Earlier this week we had Jason clean the ducts in our house. This is the second time we have hired him. The first time Jason helped us he was friendly, polite, and took the time to explain why duct cleaning is important and what his process was. We liked the guy, so we hired him again. He gave us a “loyal customer” discount of $50 off. Many businesses do this. Other businesses offer coupons and discounts for new customers. This begs the question, “Is it better to offer discounts to new customers or loyal customers?”
“That’s a great question Tim!” you’re probably thinking right now. This is a question I’m thinking through myself, so let’s explore the answer together.
Offering Discounts for New Customers
- Offering new customers a discount lowers the risk for people to try your product for the first time. This means more people will try out your product. All things being equal, the more people that try your product, the more people will buy your product again.
- Offering new customers a discount makes it easy for you to track the effectiveness of your marketing campaigns. For example, if you provide distinct coupon codes for various marketing campaigns, you can measure how many new customers you received from each. If you have a good system in place, you will even be able to track the lifetime value of the customers and learn which marketing avenue brings you better customers.
- Offering a coupon can be a good way to get new or potential customers to sign-up for your email list, which gives you more opportunities to communicate to them in the future.
- Offering a discount means that you lower your profit margins. The bigger your discount the more likely you are of attracting new customers. Some businesses will offer such a large discount that they end up losing money at the beginning, in hopes that new customers will stay and continue buying. (Here’s a great article in the New York Times on calculating the math of whether it’s worth it to offer a Groupon deal to attract new customers.)
- If new customers are offered a discount for the first purchase, they may expect to always have a discount in the future. The bigger your discount, the less likely it will be for your new customers to pay full price in the future.
- Offering discounts makes your business look desperate. Many people believe that “you get what you pay for.” With a discount, they perceive your product as lower quality, which means that they will devalue your service.
- Discounting products will attract bargain hunters, which are usually more difficult customers. They are more demanding, less loyal, and take up valuable resources from your company.

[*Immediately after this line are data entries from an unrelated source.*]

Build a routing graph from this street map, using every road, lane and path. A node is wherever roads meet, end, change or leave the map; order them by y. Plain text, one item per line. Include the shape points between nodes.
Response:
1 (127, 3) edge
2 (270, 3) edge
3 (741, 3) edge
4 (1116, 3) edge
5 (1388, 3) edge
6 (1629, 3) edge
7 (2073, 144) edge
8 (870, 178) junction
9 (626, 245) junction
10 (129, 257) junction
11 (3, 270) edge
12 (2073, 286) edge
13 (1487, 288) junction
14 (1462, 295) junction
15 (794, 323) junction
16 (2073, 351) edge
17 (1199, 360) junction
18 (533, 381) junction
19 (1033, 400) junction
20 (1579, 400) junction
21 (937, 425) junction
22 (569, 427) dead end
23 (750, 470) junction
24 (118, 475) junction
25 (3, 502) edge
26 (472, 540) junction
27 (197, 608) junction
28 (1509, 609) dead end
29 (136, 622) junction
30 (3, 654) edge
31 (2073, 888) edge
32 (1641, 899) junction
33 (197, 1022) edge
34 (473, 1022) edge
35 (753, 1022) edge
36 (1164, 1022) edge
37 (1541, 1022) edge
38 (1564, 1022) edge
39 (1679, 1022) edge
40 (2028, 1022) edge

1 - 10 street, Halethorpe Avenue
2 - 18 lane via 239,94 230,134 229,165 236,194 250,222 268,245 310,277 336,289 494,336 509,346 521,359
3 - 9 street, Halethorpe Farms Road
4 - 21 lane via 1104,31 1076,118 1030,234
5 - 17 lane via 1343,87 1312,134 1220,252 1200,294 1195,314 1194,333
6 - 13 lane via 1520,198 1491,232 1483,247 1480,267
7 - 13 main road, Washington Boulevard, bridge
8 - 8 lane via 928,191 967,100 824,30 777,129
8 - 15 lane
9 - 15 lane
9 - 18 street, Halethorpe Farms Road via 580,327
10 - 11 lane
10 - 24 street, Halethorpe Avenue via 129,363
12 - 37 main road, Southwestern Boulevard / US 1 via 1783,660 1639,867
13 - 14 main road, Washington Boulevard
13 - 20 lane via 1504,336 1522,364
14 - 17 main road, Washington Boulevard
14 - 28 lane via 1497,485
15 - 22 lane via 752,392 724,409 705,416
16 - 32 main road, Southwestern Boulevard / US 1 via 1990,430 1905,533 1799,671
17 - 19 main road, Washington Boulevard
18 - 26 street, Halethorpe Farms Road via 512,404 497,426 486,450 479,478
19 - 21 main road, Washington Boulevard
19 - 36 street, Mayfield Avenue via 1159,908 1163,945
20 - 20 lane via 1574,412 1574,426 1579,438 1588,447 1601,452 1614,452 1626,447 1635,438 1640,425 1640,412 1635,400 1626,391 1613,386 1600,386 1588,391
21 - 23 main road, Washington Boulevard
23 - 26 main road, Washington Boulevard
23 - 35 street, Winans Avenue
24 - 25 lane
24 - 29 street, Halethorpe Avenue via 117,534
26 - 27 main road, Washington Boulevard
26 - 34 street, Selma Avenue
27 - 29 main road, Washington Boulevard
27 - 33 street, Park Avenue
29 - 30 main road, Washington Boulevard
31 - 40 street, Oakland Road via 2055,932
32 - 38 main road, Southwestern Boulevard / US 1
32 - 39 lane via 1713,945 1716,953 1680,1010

Offering Discounts for Loyal Customers
- It’s easier and cheaper to sell to loyal customers than to find new ones. It costs a business 5-10 times more to acquire a new customer. Loyal customers also spend 67% more than new ones with repeat purchases. The higher operating margins your business experiences with loyal customers means that you can easily give discounts while remaining profitable.
- Offering discounts to loyal customers makes them feel appreciated. It’s a great customer retention tool. Our favourite Japanese restaurant offers a loyalty card (pictured below). Every 5 meals we buy, we get a free dish. I love going there because it has great food, but also because I like collecting stamps on their loyalty card. It’s fun every time we get a free item.

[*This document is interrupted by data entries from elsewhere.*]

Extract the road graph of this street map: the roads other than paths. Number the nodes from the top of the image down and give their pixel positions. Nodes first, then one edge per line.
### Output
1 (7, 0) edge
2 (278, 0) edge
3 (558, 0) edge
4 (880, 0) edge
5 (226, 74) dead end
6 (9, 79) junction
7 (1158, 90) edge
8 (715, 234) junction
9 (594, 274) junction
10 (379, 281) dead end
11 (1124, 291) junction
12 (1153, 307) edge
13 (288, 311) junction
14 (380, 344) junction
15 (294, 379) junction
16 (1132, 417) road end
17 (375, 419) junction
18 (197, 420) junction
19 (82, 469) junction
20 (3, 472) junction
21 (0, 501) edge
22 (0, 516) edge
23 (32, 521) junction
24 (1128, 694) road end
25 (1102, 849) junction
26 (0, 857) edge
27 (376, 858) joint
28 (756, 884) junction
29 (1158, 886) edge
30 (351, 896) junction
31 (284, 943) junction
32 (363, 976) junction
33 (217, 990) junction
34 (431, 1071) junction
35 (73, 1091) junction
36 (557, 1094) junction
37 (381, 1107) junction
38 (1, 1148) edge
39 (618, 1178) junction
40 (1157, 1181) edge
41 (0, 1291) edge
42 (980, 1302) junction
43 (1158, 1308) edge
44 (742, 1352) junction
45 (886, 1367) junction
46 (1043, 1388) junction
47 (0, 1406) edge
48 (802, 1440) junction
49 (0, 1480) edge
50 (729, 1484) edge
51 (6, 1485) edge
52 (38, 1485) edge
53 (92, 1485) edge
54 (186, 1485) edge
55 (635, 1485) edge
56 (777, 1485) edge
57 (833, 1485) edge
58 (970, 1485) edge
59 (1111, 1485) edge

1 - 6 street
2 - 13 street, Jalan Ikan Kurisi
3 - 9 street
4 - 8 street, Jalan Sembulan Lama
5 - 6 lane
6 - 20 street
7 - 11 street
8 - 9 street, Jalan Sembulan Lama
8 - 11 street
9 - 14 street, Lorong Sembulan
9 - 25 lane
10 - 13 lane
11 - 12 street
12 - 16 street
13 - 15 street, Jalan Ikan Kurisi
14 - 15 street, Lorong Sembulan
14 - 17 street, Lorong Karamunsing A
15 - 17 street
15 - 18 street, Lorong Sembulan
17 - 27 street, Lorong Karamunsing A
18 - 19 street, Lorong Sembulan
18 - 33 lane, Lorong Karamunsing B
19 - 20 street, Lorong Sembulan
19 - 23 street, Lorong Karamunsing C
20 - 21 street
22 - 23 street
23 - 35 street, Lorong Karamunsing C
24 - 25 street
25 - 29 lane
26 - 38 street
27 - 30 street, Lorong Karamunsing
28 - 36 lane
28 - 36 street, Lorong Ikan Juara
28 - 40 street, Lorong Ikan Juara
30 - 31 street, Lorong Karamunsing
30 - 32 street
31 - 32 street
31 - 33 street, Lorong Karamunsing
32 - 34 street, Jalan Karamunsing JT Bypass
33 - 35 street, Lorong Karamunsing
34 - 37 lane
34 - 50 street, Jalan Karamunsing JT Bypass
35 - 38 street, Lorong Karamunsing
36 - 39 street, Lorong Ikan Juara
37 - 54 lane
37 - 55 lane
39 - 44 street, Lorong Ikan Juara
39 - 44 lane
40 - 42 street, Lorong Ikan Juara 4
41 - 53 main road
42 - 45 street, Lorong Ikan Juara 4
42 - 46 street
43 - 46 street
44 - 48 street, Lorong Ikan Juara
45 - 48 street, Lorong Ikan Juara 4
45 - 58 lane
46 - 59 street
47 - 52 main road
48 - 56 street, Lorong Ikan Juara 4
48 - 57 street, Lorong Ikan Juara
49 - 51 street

- This is a great way to introduce new product lines to your loyal customers and make it easier for them to try it.
- Offering discounts through a loyalty program is a great way to collect important information about your loyal customers (i.e. their buying habits).
- Offering discounts can be a good way of getting customers that haven’t purchase in a while to consider buying from your business again.

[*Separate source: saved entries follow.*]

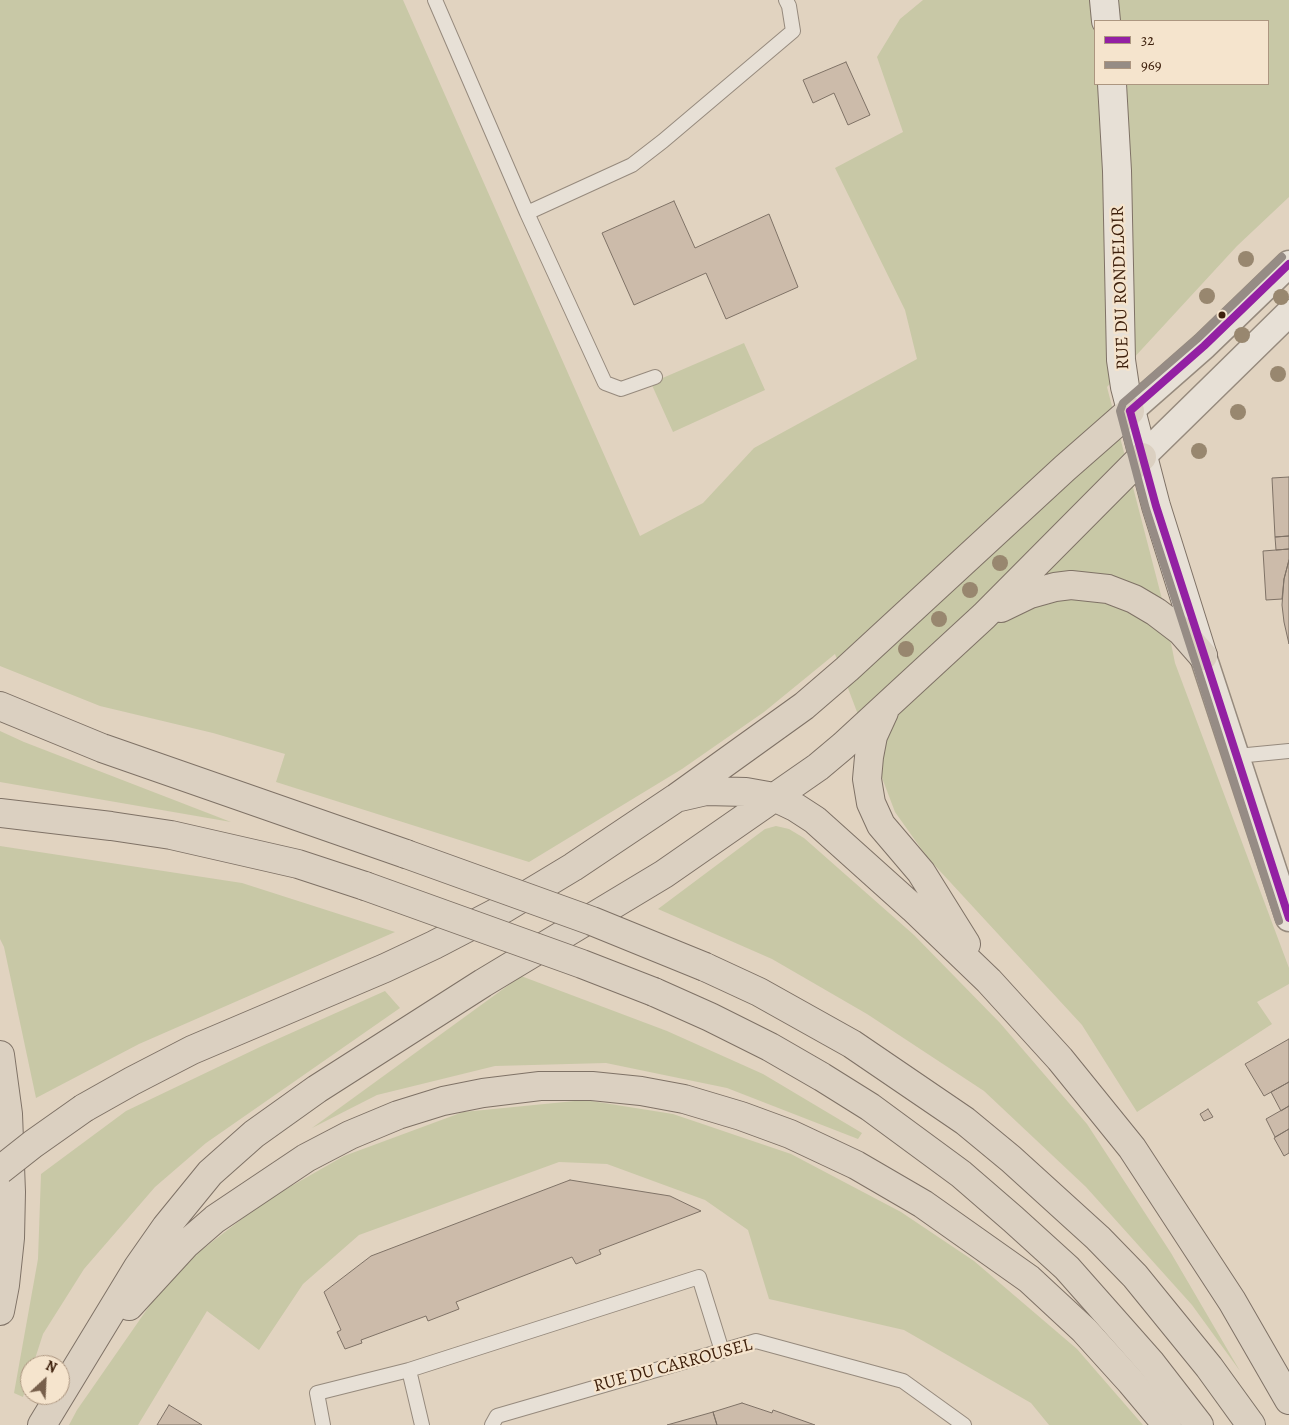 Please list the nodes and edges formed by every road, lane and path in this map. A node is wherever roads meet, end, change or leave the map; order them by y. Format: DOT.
graph roads {
  1 [pos="435,0"];
  2 [pos="786,0"];
  3 [pos="1104,0"];
  4 [pos="1106,20"];
  5 [pos="1112,85"];
  6 [pos="526,213"];
  7 [pos="1289,264"];
  8 [pos="1289,313"];
  9 [pos="655,377"];
  10 [pos="1130,411"];
  11 [pos="1142,457"];
  12 [pos="984,616"];
  13 [pos="1204,656"];
  14 [pos="887,705"];
  15 [pos="0,706"];
  16 [pos="1289,751"];
  17 [pos="1237,756"];
  18 [pos="676,798"];
  19 [pos="774,798"];
  20 [pos="0,813"];
  21 [pos="1289,918"];
  22 [pos="989,981"];
  23 [pos="0,1055"];
  24 [pos="0,1170"];
  25 [pos="0,1311"];
  26 [pos="90,1348"];
  27 [pos="722,1350"];
  28 [pos="409,1370"];
  29 [pos="1289,1400"];
  30 [pos="42,1425"];
  31 [pos="324,1425"];
  32 [pos="422,1425"];
  33 [pos="492,1425"];
  34 [pos="964,1425"];
  35 [pos="1167,1425"];
  36 [pos="1199,1425"];
  37 [pos="1251,1425"];
  1 -- 6 [label="lane"];
  2 -- 6 [label="lane"];
  3 -- 4 [label="street"];
  5 -- 10 [label="street, RUE DU RONDELOIR"];
  6 -- 9 [label="lane"];
  7 -- 10 [label="street"];
  8 -- 11 [label="street"];
  10 -- 11 [label="street, RUE DU RONDELOIR"];
  10 -- 18 [label="main road"];
  11 -- 12 [label="main road"];
  11 -- 13 [label="street, RUE DU RONDELOIR"];
  12 -- 13 [label="main road"];
  12 -- 14 [label="main road"];
  13 -- 17 [label="street, RUE DU RONDELOIR"];
  14 -- 19 [label="main road"];
  14 -- 22 [label="main road"];
  15 -- 37 [label="main road, bridge"];
  16 -- 17 [label="lane"];
  17 -- 21 [label="street, RUE DU RONDELOIR"];
  18 -- 19 [label="main road"];
  18 -- 24 [label="main road, bridge"];
  19 -- 22 [label="main road"];
  19 -- 26 [label="main road"];
  20 -- 36 [label="main road, bridge"];
  22 -- 29 [label="main road"];
  23 -- 25 [label="main road"];
  26 -- 30 [label="main road"];
  26 -- 35 [label="main road"];
  27 -- 28 [label="lane"];
  27 -- 33 [label="lane, RUE DU CARROUSEL"];
  27 -- 34 [label="lane, RUE DU CARROUSEL"];
  28 -- 31 [label="lane"];
  28 -- 32 [label="lane"];
}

- Loyal customers are people that appreciate and value your service at the full price. Offering them a discount could indicate that you do not value your product at full-price.
- You train your loyal customers to get into the habit for waiting for a discount before they buy. For example, the web hosting company we use offers a 55-75% discount every Cyber Monday (the Monday after Black Friday). This has happened 4 years in a row. Sometimes I wait for this deal before I buy their product. Even though I value their service, it’s nice to be able to get a good product AND get a discount.
- Offering discounts or a loyalty program takes time and resources.
Should you offer discounts to new customers or loyal customers (or to both or to none)? The “right” answer is probably different for each business.